Según el documento enviado por la fiscal Rodríguez, la resolución que la retiró del caso se sustentó en argumentos que calificó como erróneos y basados en “falsas motivaciones”. Entre las razones expuestas en la decisión firmada por Camargo se indicó que la fiscal tenía “numerosas” investigaciones disciplinarias y que existía una duplicidad de procesos, al haber dos radicados y fiscales distintos en el mismo caso.
Sin embargo, la fiscal afectada aseguró que esa información no es cierta. Señaló que no existen tales investigaciones disciplinarias y que los dos radicados ya habían sido conexados en un solo proceso días antes, precisamente para evitar duplicidades.
“Estos hechos, ocurridos antes de la expedición y comunicación de la resolución que se cuestiona, demuestran que el problema de la duplicidad ya estaba siendo gestionado y solucionado”, indicó Rodríguez en su comunicación dirigida a la fiscal general.
La investigación de la que fue apartada está relacionada con un fiscal que, de acuerdo con denuncias, presuntamente buscaba o presionaba testigos para declarar en contra del expresidente Álvaro Uribe Vélez. La salida de Rodríguez del caso se produjo horas antes de que se realizara una imputación.
En su escrito, la fiscal fue directa:
“Respetuosamente solicito no se ejerza ningún tipo de represalia o persecución en mi contra y no ser trasladada a otra ciudad, toda vez que estoy cumpliendo mi deber legal y constitucional con honor institucional”.

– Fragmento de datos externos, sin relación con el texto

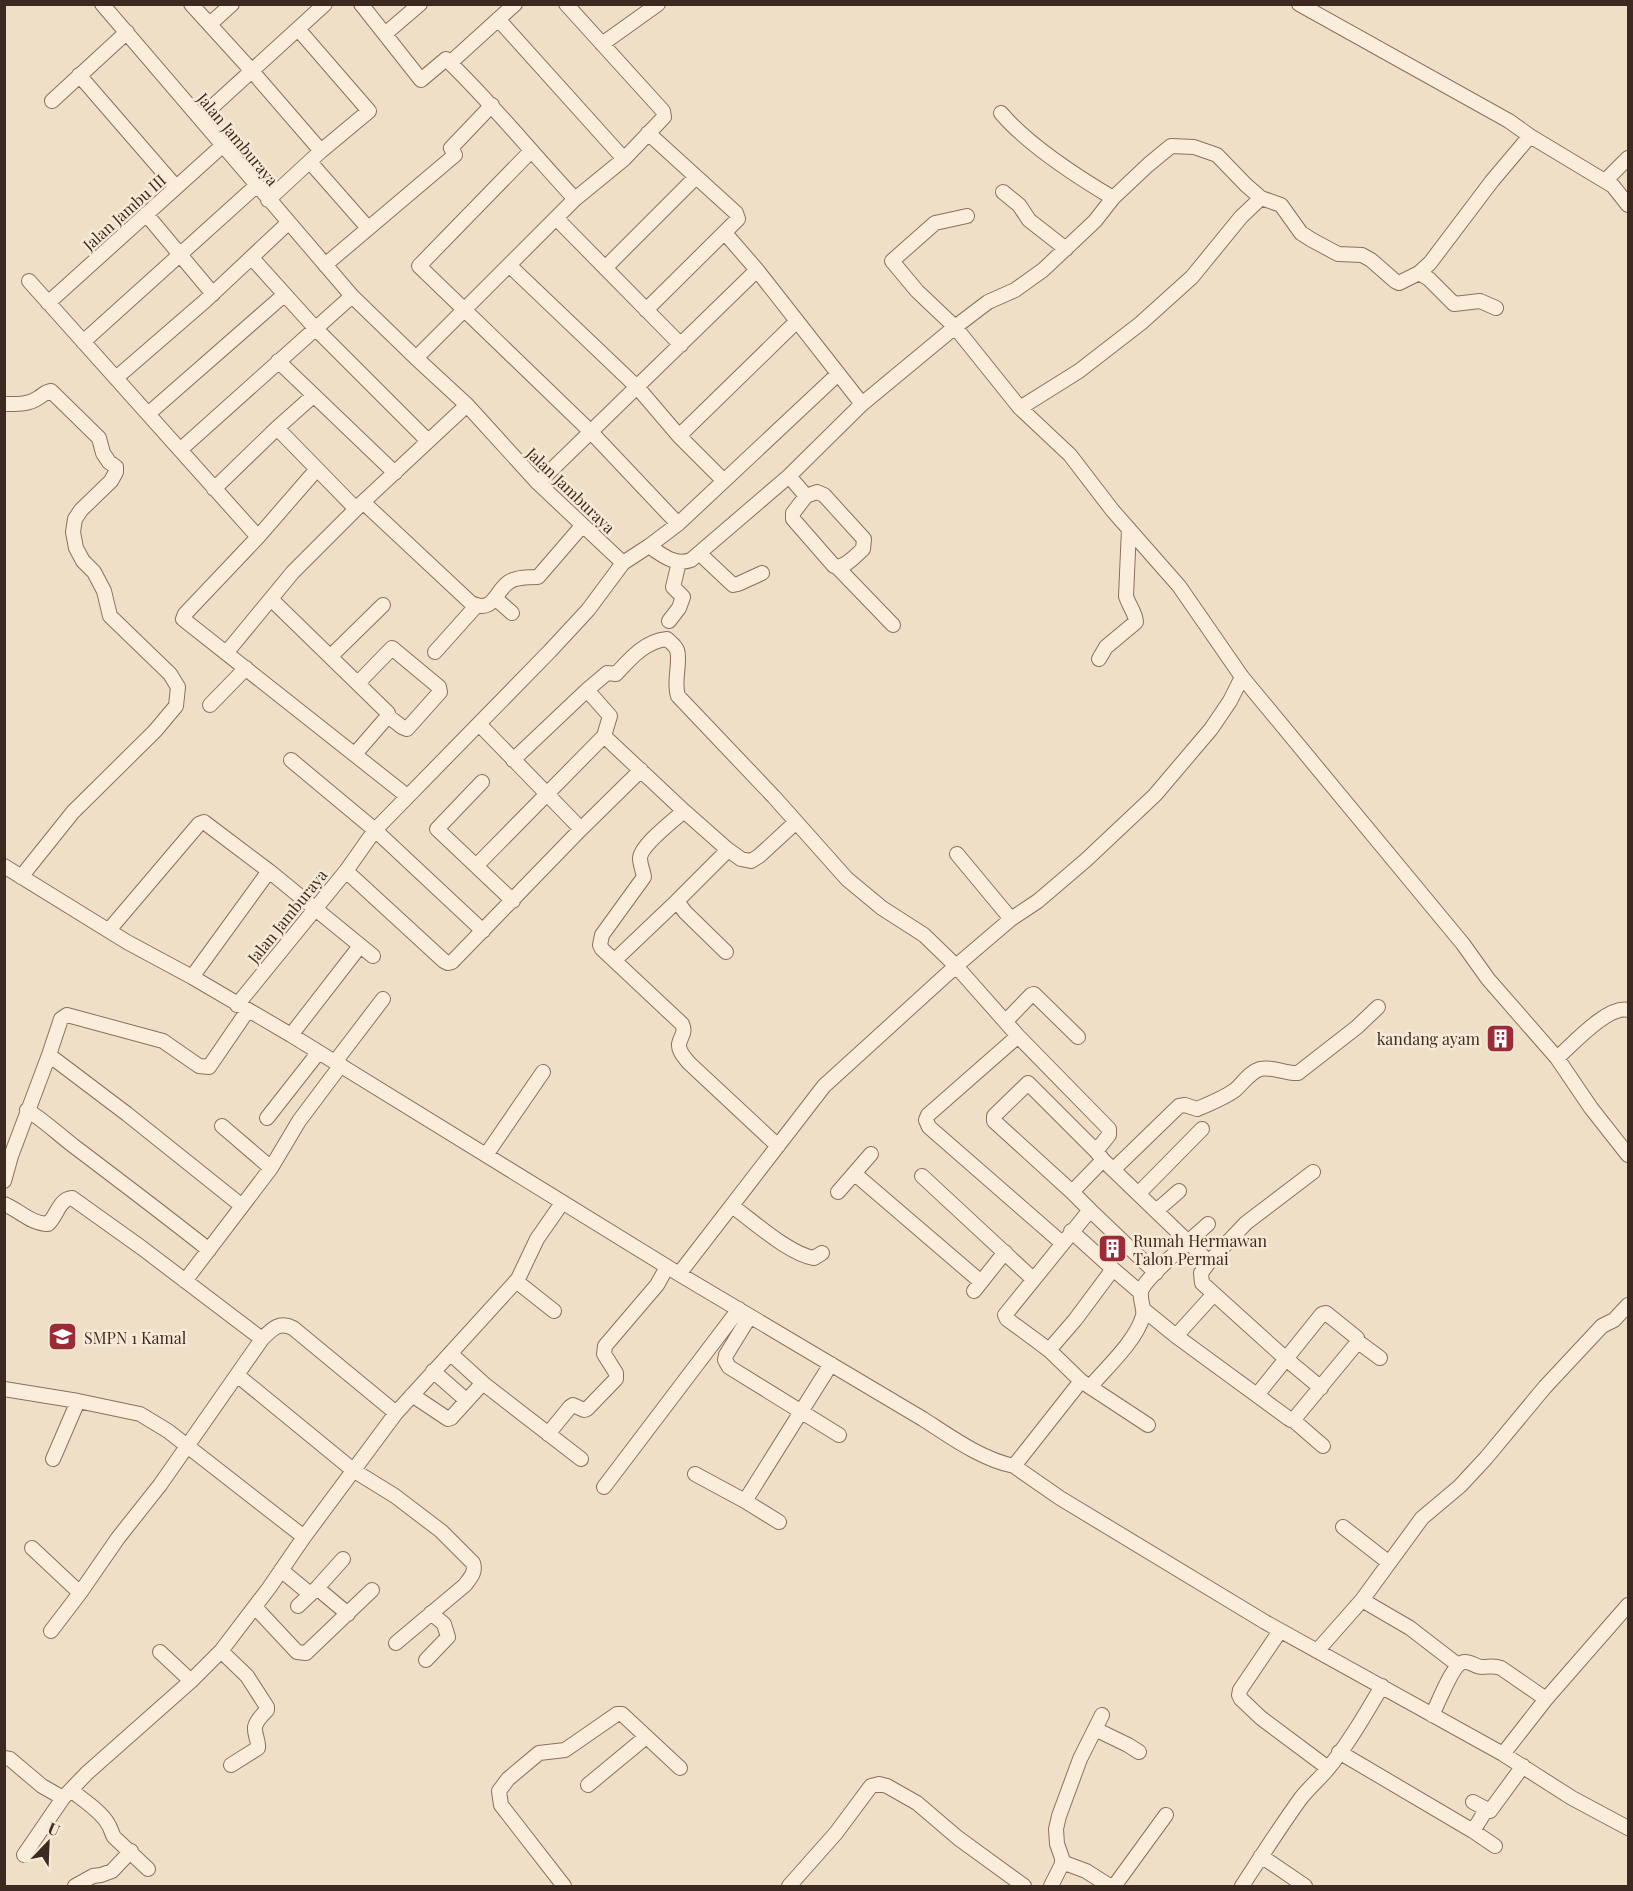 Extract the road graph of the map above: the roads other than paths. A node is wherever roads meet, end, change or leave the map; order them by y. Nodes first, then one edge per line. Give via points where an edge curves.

Para expertos penalistas y funcionarios de la misma Fiscalía, este hecho —sumado a lo ocurrido en el caso de Augusto Rodríguez, director de la UNP, donde también se frenó una imputación— representa un grave riesgo para la autonomía e independencia de los fiscales.
La pregunta que queda en el aire, según advierten algunos de ellos, es contundente: si decisiones de este tipo se repiten, ¿qué fiscal se atreverá a avanzar en procesos sensibles sin temor a ser apartado o presionado?